Steady improvements in storage capacities and CPU clock speeds intensify the performance bottleneck at the I/O subsystem of modern computers. Caching data can efficiently short circuit costly delays associated with disk accesses. Recent studies have shown that disk I/O performance gains provided by a cache buffer do not scale with cache size. Therefore, new algorithms have to be investigated to better utilize cache buffer space. Predictive prefetching and caching solutions have been shown to improve I/O performance in an efficient and scalable manner in simulation experiments.
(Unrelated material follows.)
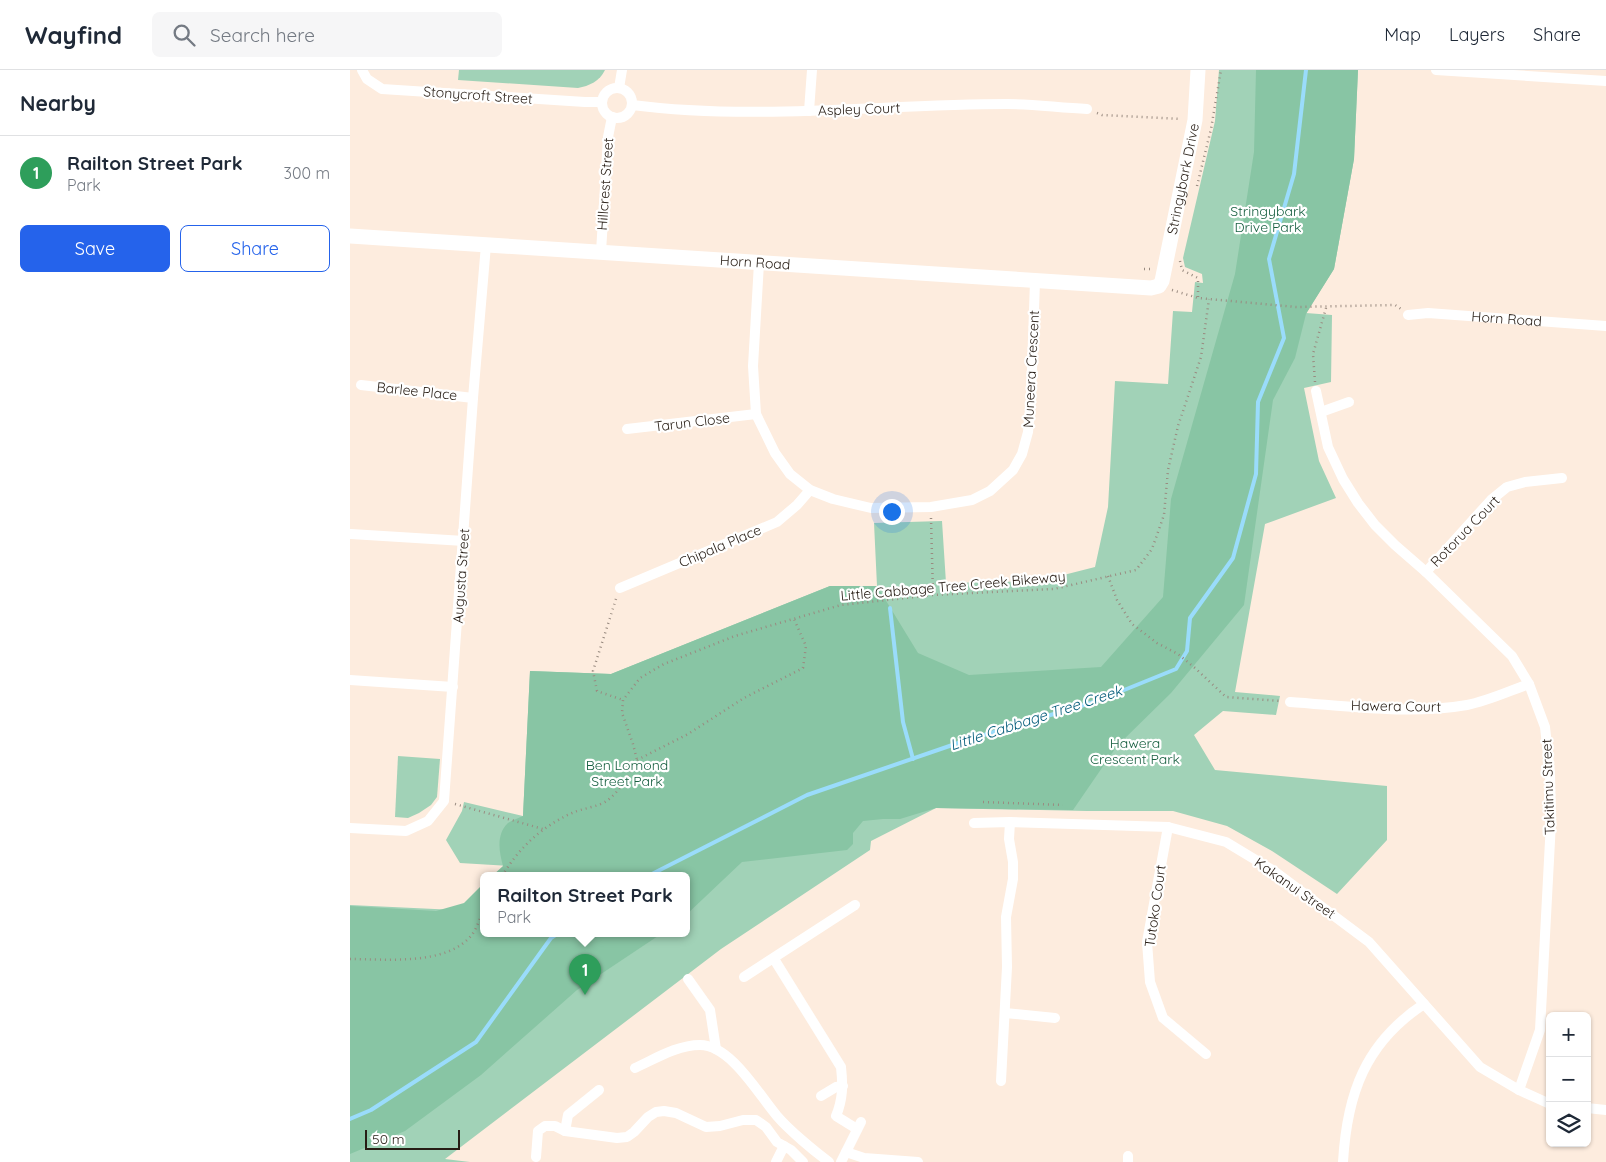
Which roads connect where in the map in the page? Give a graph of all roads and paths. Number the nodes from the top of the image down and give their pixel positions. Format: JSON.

However, most predictive prefetching algorithms have not yet been implemented in real-world storage systems due to two main limitations: first, the existing prefetching solutions are unable to self regulate based on changing I/O workload; second, excessive number of unneeded blocks are prefetched. Combined, these drawbacks make predictive prefetching and caching a less attractive solution than the simple LRU management. To address these problems, in this paper we propose an automatic prefetching and caching system (or APACS for short), which mitigates all of these shortcomings through three unique techniques, namely: (1) dynamic cache partitioning, (2) prefetch pipelining, and (3) prefetch buffer management. APACS dynamically partitions the buffer cache memory, used for prefetched and cached blocks, by automatically changing buffer/cache sizes in accordance to global I/O performance. The adaptive partitioning scheme implemented in APACS optimizes cache hit ratios, which subsequently accelerates application execution speeds. Experimental results obtained from trace-driven simulations show that APACS outperforms the LRU cache management and existing prefetching algorithms by an average of over 50%.